O que dizem as defesas
Sobre a troca de mensagens, o advogado Ivandro Bittencourt, que defende o sargento Jacobsen, afirmou que o cliente é inocente e que só foi atrás das imagens porque pediram. Ele também disse que não perguntou ao cliente o motivo de ele ter apagado as mensagens. Sobre ter acompanhado as buscas a Gabriel, disse que foi "por preocupação".
A advogada dos soldados Cléber Renato Ramos de Lima e Raul Veras Pedroso foi procurada pela reportagem, mas não atendeu as ligações.
Relembre o caso
Natural de Guaíba, Gabriel — que tinha se mudado havia apenas 15 dias — foi abordado no começo da madrugada de 13 de agosto, no bairro Independência, em São Gabriel. Após ser levado na viatura pelos três PMs, não foi mais visto.

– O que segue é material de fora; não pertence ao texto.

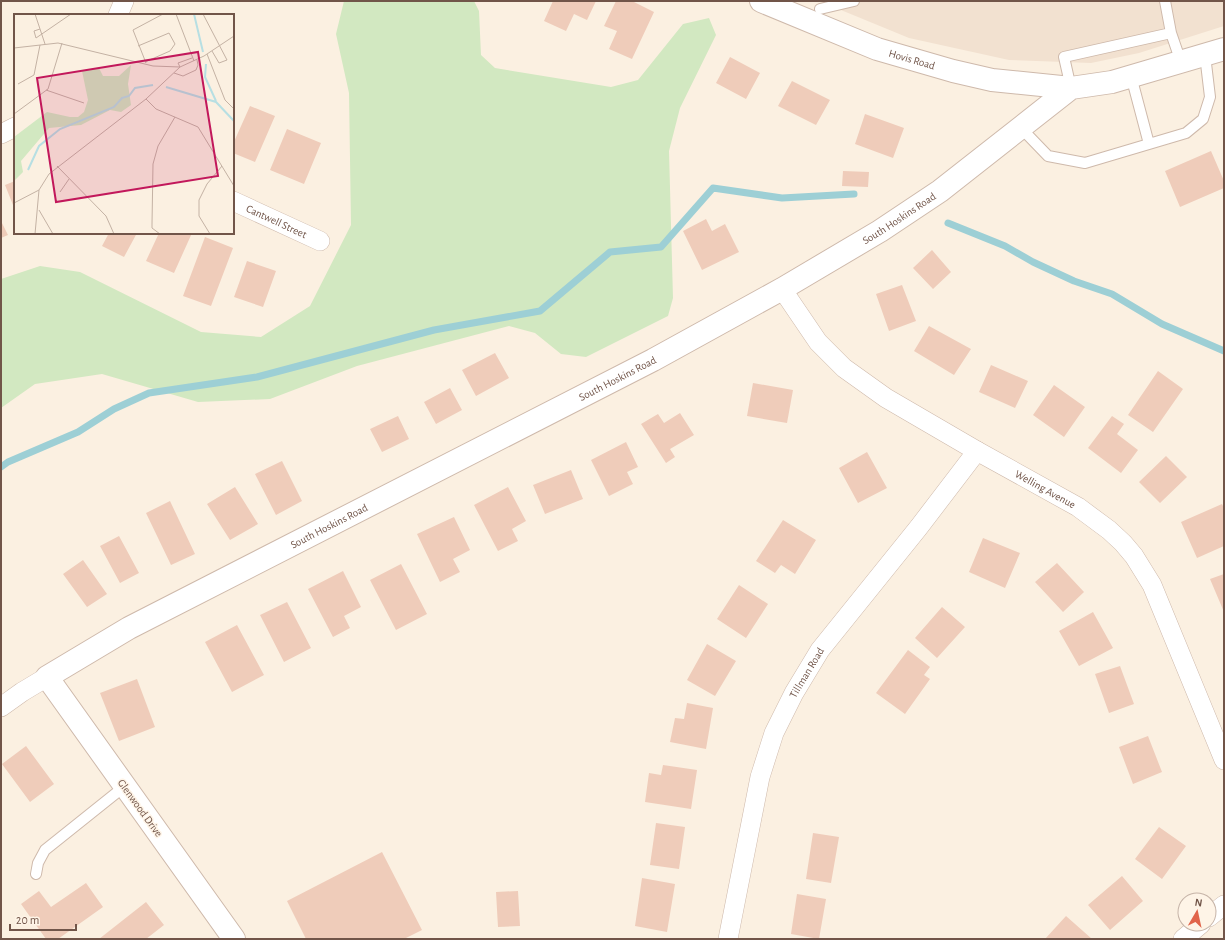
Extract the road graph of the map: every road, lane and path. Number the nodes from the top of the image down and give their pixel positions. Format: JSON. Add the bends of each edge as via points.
{"nodes":[{"id":1,"x":124,"y":1,"type":"edge"},
{"id":2,"x":761,"y":1,"type":"edge"},
{"id":3,"x":854,"y":1,"type":"edge"},
{"id":4,"x":1165,"y":1,"type":"edge"},
{"id":5,"x":821,"y":13,"type":"edge"},
{"id":6,"x":118,"y":14,"type":"edge"},
{"id":7,"x":1171,"y":33,"type":"junction"},
{"id":8,"x":1214,"y":52,"type":"edge"},
{"id":9,"x":1181,"y":62,"type":"junction"},
{"id":10,"x":1131,"y":76,"type":"junction"},
{"id":11,"x":1071,"y":88,"type":"junction"},
{"id":12,"x":14,"y":128,"type":"edge"},
{"id":13,"x":1021,"y":128,"type":"junction"},
{"id":14,"x":1,"y":134,"type":"edge"},
{"id":15,"x":1148,"y":144,"type":"junction"},
{"id":16,"x":234,"y":201,"type":"edge"},
{"id":17,"x":320,"y":241,"type":"dead end"},
{"id":18,"x":782,"y":289,"type":"junction"},
{"id":19,"x":977,"y":451,"type":"junction"},
{"id":20,"x":47,"y":677,"type":"junction"},
{"id":21,"x":1,"y":707,"type":"edge"},
{"id":22,"x":1224,"y":760,"type":"edge"},
{"id":23,"x":124,"y":786,"type":"junction"},
{"id":24,"x":36,"y":874,"type":"dead end"},
{"id":25,"x":1191,"y":932,"type":"edge"},
{"id":26,"x":234,"y":939,"type":"edge"},
{"id":27,"x":728,"y":939,"type":"edge"},
{"id":28,"x":1183,"y":939,"type":"edge"}],
"edges":[{"from":1,"to":6,"type":"street"},
{"from":2,"to":5,"type":"street","name":"Hovis Road"},
{"from":3,"to":5,"type":"lane"},
{"from":4,"to":7,"type":"lane"},
{"from":5,"to":11,"type":"street","name":"Hovis Road","via":[[877,49],[992,80]]},
{"from":7,"to":9,"type":"lane"},
{"from":7,"to":11,"type":"lane","via":[[1064,57]]},
{"from":8,"to":9,"type":"street"},
{"from":8,"to":15,"type":"lane","via":[[1210,97],[1203,119],[1186,133]]},
{"from":9,"to":10,"type":"street"},
{"from":10,"to":11,"type":"street","via":[[1112,82]]},
{"from":10,"to":15,"type":"lane"},
{"from":11,"to":13,"type":"street","name":"South Hoskins Road"},
{"from":12,"to":14,"type":"street"},
{"from":13,"to":15,"type":"lane","via":[[1048,156],[1085,163]]},
{"from":13,"to":18,"type":"street","name":"South Hoskins Road","via":[[940,191],[880,231]]},
{"from":16,"to":17,"type":"street","name":"Cantwell Street"},
{"from":18,"to":19,"type":"street","name":"Welling Avenue","via":[[818,342],[844,368],[886,398]]},
{"from":18,"to":20,"type":"street","name":"South Hoskins Road","via":[[653,360],[136,624]]},
{"from":19,"to":22,"type":"street","name":"Welling Avenue","via":[[1078,507],[1109,530],[1134,556],[1152,585]]},
{"from":19,"to":27,"type":"street","name":"Tillman Road","via":[[820,650],[794,692],[774,733],[760,777]]},
{"from":20,"to":21,"type":"street","name":"South Hoskins Road"},
{"from":20,"to":23,"type":"street","name":"Glenwood Drive"},
{"from":23,"to":24,"type":"lane","via":[[45,850]]},
{"from":23,"to":26,"type":"street","name":"Glenwood Drive"},
{"from":25,"to":28,"type":"street"}]}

Uma semana depois, o corpo dele foi encontrado a dois quilômetros de onde ocorreu a abordagem, dentro de um açude.
Na ocorrência, os policiais haviam registrado que revistaram Gabriel e o liberaram. Com o sumiço, foram ouvidos em inquérito policial militar e admitiram ter levado o jovem para a localidade de Lava Pé. Alegando inocência, as defesas disseram que foi ele quem pediu para ser deixado naquele local, pois estaria procurando a casa de familiares.
No último dia 23, a juíza Juliana Neves Capiotti, da Vara Criminal de São Gabriel, decretou a prisão preventiva do trio. Os policiais — os soldados Raul Veras Pedroso e Cléber Renato Ramos de Lima e o segundo-sargento Arleu Júnior Cardoso Jacobsen — estão presos desde 19 de agosto por determinação da Justiça Militar. O decreto ocorreu, inicialmente, em função de irregularidades na condução da ocorrência.